В этой связи действительно неясно - с какой целью видные русские гуманитарии пришли на лекцию (да ещё, по-видимому, были задействованы в президиуме) Деррида. В Тель Авиве, например, в 1998-ом году, на "оперной" лекции Деррида практически ни одного академически известного профессора-гуманитария не наблюдалось. Зал был полон надушенных великосветских дам и их мужей, подкативших на роскошных лимузинах и с умным видом внимающих дерридовой речи после принятия бокала покрасневшего вина, любезно предоставленного в фойе стараниями французского посольства.

Александр Иванов, по мере своей беседы с Куюнджичем и фрагментарно голосящим Рудневым, продолжает, между тем, развивать тему знания версус Фуко:

"Фуко ничего не “знает”.
Гегель под конец своих дней читал лекции по философии религии. Я занимался как-то этим сюжетом, и выяснил, что Гегель даже для своего времени чудовищно мало знал этнографического материала по истории религии. Но Гегеля нельзя крыть аргументом знания. Гегель предлагает определенную методологию конституирования, задавания предмета “религия” как такового. У любого арабиста или индолога должен быть хотя бы элементарный интерес к тому, что объединяет всех исследователей гуманитарных сюжетов в одно, к тому, что я называю гуманитарным чувством - здесь совпадают друг с другом и философы, и слависты, и структуралисты, и психоаналитики.
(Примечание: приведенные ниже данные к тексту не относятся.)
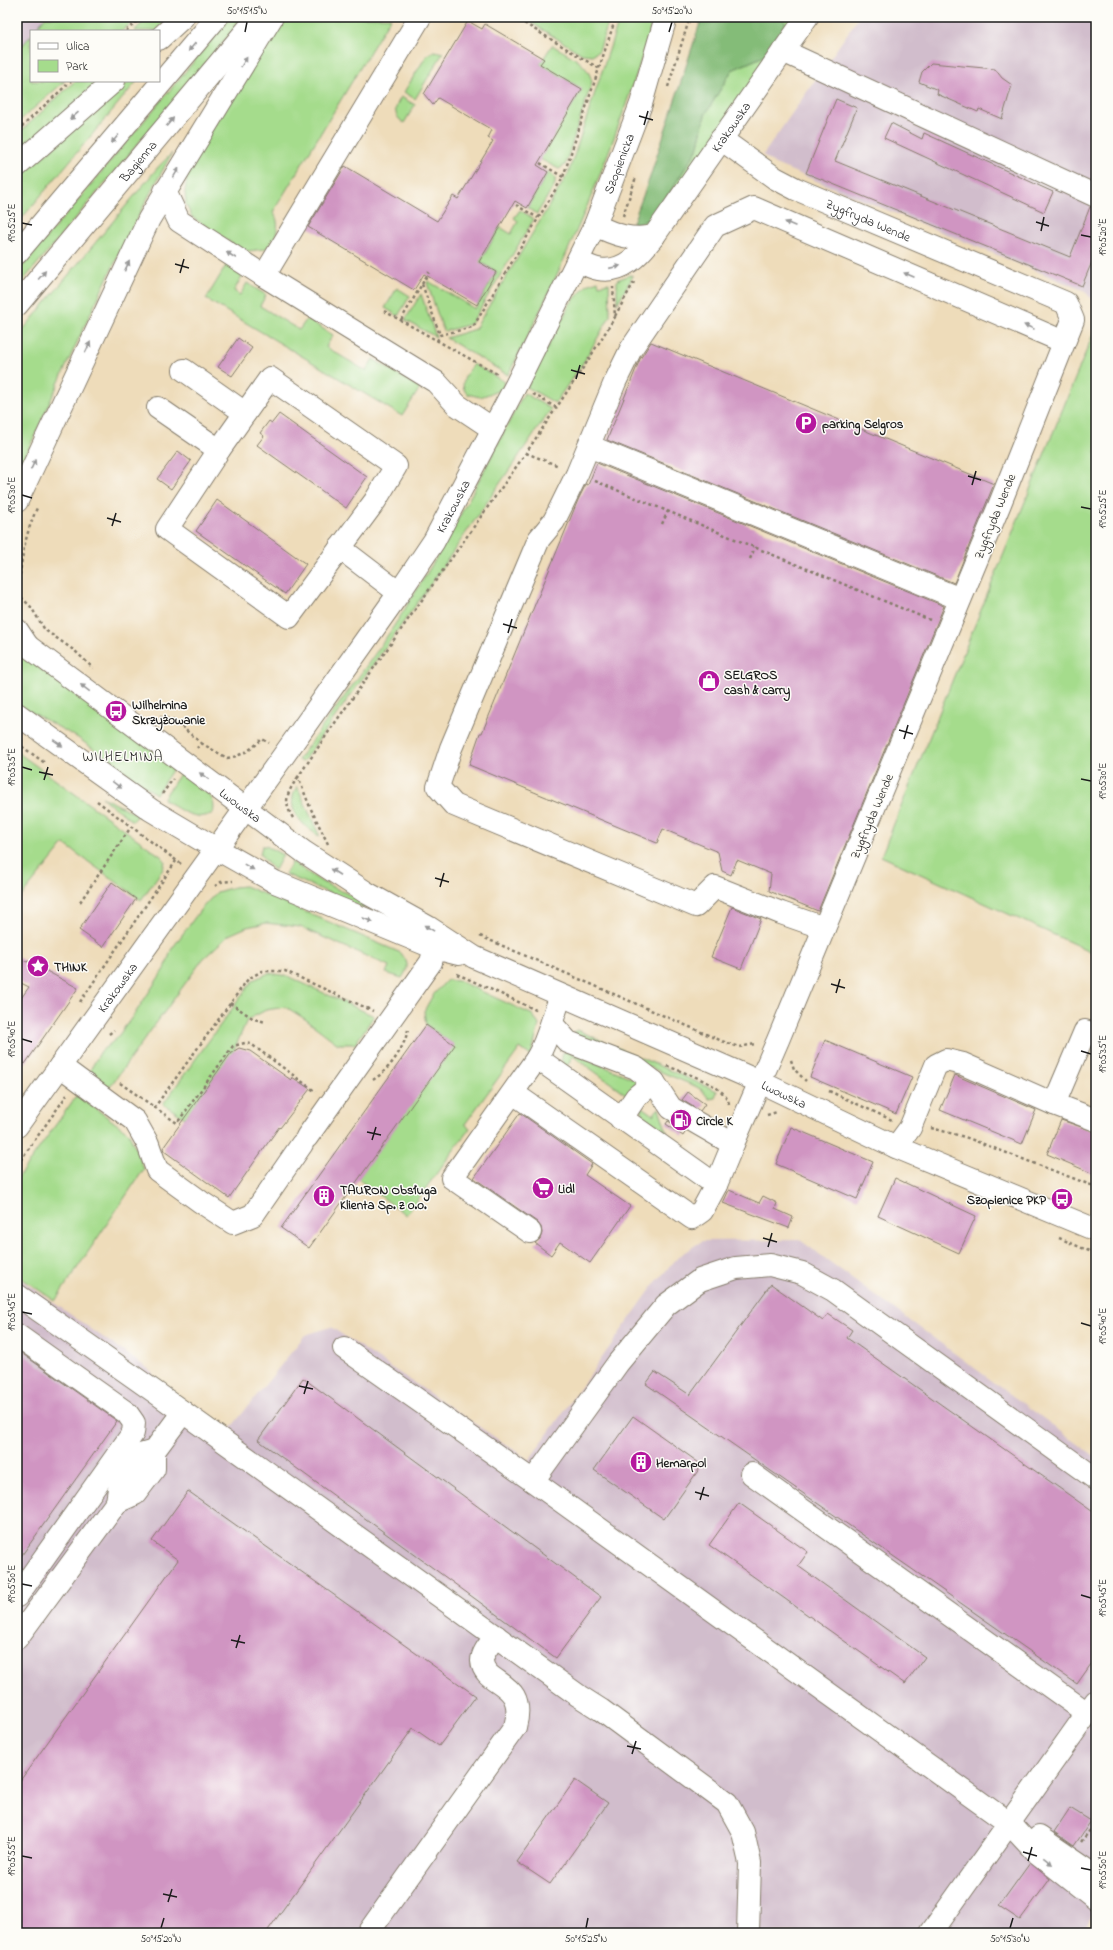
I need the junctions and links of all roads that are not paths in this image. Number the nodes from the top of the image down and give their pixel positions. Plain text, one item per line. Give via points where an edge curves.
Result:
1 (183, 17) edge
2 (217, 17) edge
3 (258, 17) edge
4 (272, 17) edge
5 (420, 17) edge
6 (666, 17) edge
7 (807, 17) edge
8 (160, 38) edge
9 (783, 51) junction
10 (113, 82) edge
11 (721, 139) junction
12 (17, 166) edge
13 (165, 191) junction
14 (1096, 196) edge
15 (595, 225) junction
16 (654, 236) junction
17 (17, 253) edge
18 (578, 261) junction
19 (264, 276) junction
20 (17, 305) edge
21 (1064, 342) junction
22 (184, 370) dead end
23 (158, 408) dead end
24 (245, 413) junction
25 (493, 429) junction
26 (589, 446) junction
27 (219, 450) junction
28 (17, 501) edge
29 (340, 548) junction
30 (399, 593) junction
31 (960, 599) junction
32 (20, 638) edge
33 (17, 714) edge
34 (246, 808) junction
35 (215, 848) junction
36 (824, 928) junction
37 (435, 948) junction
38 (474, 957) junction
39 (561, 996) junction
40 (552, 1024) junction
41 (1096, 1035) edge
42 (568, 1042) junction
43 (542, 1060) junction
44 (60, 1066) junction
45 (654, 1082) junction
46 (760, 1082) junction
47 (513, 1093) junction
48 (1054, 1104) junction
49 (621, 1119) junction
50 (1096, 1120) edge
51 (17, 1126) edge
52 (733, 1144) junction
53 (896, 1147) junction
54 (716, 1185) junction
55 (1096, 1230) edge
56 (530, 1232) dead end
57 (17, 1295) edge
58 (17, 1334) edge
59 (344, 1348) dead end
60 (183, 1412) junction
61 (752, 1474) dead end
62 (1096, 1479) edge
63 (533, 1481) junction
64 (17, 1596) edge
65 (496, 1636) junction
66 (17, 1638) edge
67 (1092, 1707) edge
68 (1010, 1824) junction
69 (1096, 1876) edge
70 (1096, 1899) edge
71 (368, 1933) edge
72 (748, 1933) edge
73 (932, 1933) edge

1 - 8 street
2 -> 17 street
20 -> 3 street, Bagienna
13 -> 4 street
5 - 19 street
6 - 15 street, Szopienicka via 641,104
7 - 9 street, Krakowska
9 - 11 street, Krakowska
9 - 14 street
10 -> 12 street
11 - 16 street, Krakowska
11 - 21 street, Zygfryda Wende via 796,190 1066,303 1073,320
19 -> 13 street via 179,221
28 -> 13 street
15 - 16 street via 628,238 643,239
15 - 18 street, Szopienicka
18 -> 16 street, Krakowska via 598,269 614,269 636,257
18 - 25 street, Krakowska
19 - 25 street via 436,382 457,405
21 -> 26 street via 754,208 714,226 631,349 614,382
21 - 31 street, Zygfryda Wende
22 - 24 street
23 - 27 street
24 - 27 street
24 - 29 street via 270,378 396,466 375,501
25 - 30 street, Krakowska via 434,541
26 - 31 street
26 - 36 street via 554,520 539,539 454,742 438,787 454,805 696,906 715,887
27 - 29 street via 167,529 289,617
29 - 30 street
30 - 34 street, Krakowska
31 - 36 street, Zygfryda Wende
34 -> 32 street, Lwowska
33 -> 35 street, Lwowska via 151,810
34 - 35 street, Krakowska
38 -> 34 street, Lwowska via 304,852
35 -> 37 street, Lwowska via 275,882
35 - 44 street, Krakowska
36 - 46 street, Zygfryda Wende
37 - 38 street, Lwowska
37 - 44 street via 430,962 253,1215 233,1223 157,1170 148,1144 135,1121
38 - 39 street, Lwowska
39 - 40 street via 552,1017
39 - 46 street, Lwowska
40 - 42 street
40 - 43 street
41 - 48 street via 1085,1031
42 - 43 street
42 - 45 street via 636,1068
43 - 47 street
43 - 49 street
44 - 51 street, Krakowska
45 - 49 street via 636,1097
45 - 52 street via 671,1108
46 - 52 street, Zygfryda Wende
46 - 53 street, Lwowska
47 - 54 street, Zygfryda Wende via 692,1218 702,1211
47 - 56 street via 452,1178
48 - 50 street
48 - 53 street via 963,1064 946,1060 936,1065 910,1128
49 - 54 street
52 - 54 street, Zygfryda Wende
53 - 55 street, Lwowska
57 - 60 street
58 - 64 street via 127,1413 134,1423 133,1433
59 - 63 street
60 - 65 street
60 - 66 street via 154,1451 154,1469 135,1494 117,1502
61 - 67 street
62 - 63 street via 833,1290 802,1273 770,1265 736,1268 700,1280 666,1305 618,1363
63 - 68 street
65 - 71 street via 482,1660 486,1671 509,1690 518,1704 515,1727
65 - 72 street via 727,1802 743,1832 750,1863
67 - 68 street
68 - 69 street via 1043,1839
68 -> 70 street via 1035,1851
68 - 73 street

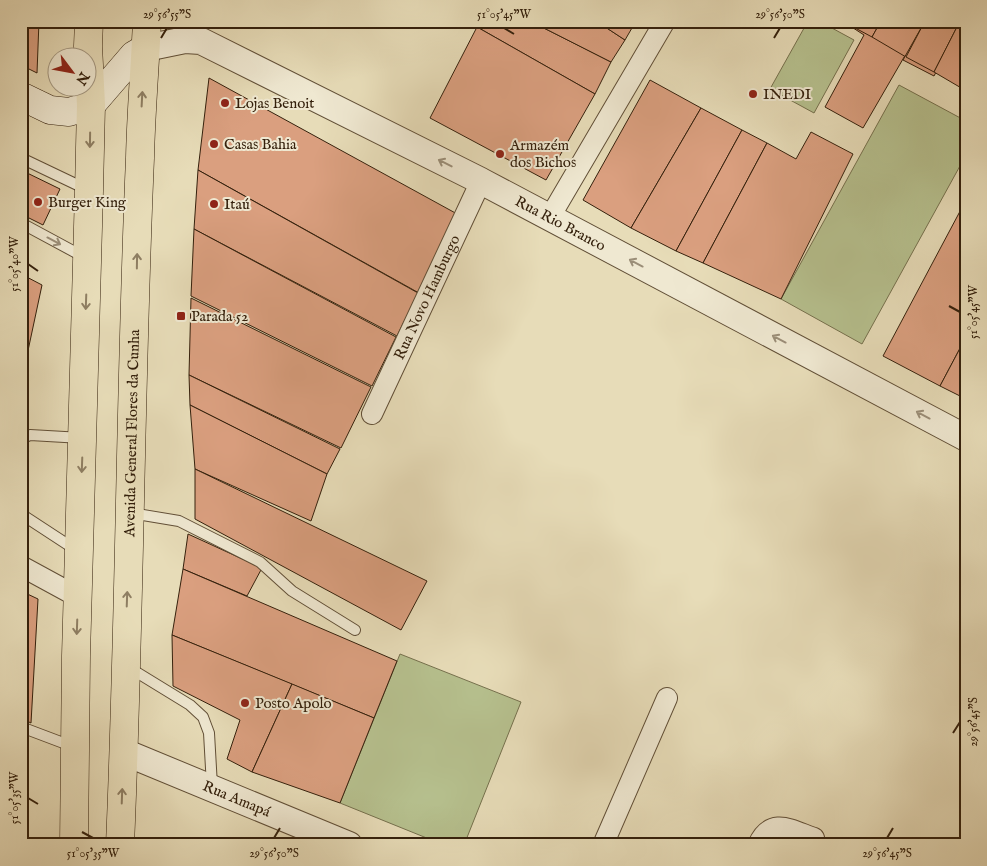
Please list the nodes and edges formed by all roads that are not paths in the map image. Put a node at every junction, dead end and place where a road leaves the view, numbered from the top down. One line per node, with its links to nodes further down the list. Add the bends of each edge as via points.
1 (89, 21): 6 (main road)
2 (147, 21): 4 (main road, Avenida General Flores da Cunha)
3 (665, 21): 10 (street)
4 (146, 48): 6 (main road, via 134,56); 8 (street, Rua Rio Branco, one-way to 4, via 201,41 185,40); 17 (main road, Avenida General Flores da Cunha, one-way to 4)
5 (21, 96): 6 (main road, via 50,110 69,112)
6 (91, 105): 9 (main road, one-way to 9)
7 (21, 158): 9 (lane)
8 (482, 181): 10 (street, Rua Rio Branco); 13 (street, Rua Novo Hamburgo)
9 (90, 191): 12 (main road)
10 (550, 217): 15 (street, Rua Rio Branco, one-way to 10)
11 (21, 223): 12 (lane, one-way to 12)
12 (88, 259): 14 (main road, one-way to 14)
13 (372, 414)
14 (82, 438): 16 (lane, via 30,435); 19 (main road, one-way to 19)
15 (966, 438)
16 (21, 439)
17 (130, 512): 22 (lane, via 179,520 260,562 292,591); 23 (main road, Avenida General Flores da Cunha, one-way to 17)
18 (21, 514): 19 (lane)
19 (79, 552): 21 (main road)
20 (21, 566): 21 (street)
21 (78, 597): 26 (main road, one-way to 26)
22 (355, 630)
23 (125, 665): 27 (main road, Avenida General Flores da Cunha); 28 (lane, via 190,705 202,717 209,733)
24 (667, 698): 33 (street)
25 (21, 727): 26 (lane)
26 (75, 747): 30 (main road)
27 (124, 752): 28 (street, Rua Amapá); 31 (main road, Avenida General Flores da Cunha, one-way to 27)
28 (212, 788): 32 (street, Rua Amapá)
29 (814, 838): 34 (street, via 782,827 770,828)
30 (74, 845)
31 (120, 845)
32 (349, 845)
33 (603, 845)
34 (758, 845)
И вот Фуко - это человек, который занимается созданием этого предмета, например, предмета античной сексуальности. Это не значит, что античной сексуальностью не может заниматься профессиональный античник, но это значит только одно: заниматься античностью, как если бы Фуко ничего не сделал, сегодня уже нельзя; заниматься арабистикой, как если бы не было книги Саида об ориентализме, тоже нельзя."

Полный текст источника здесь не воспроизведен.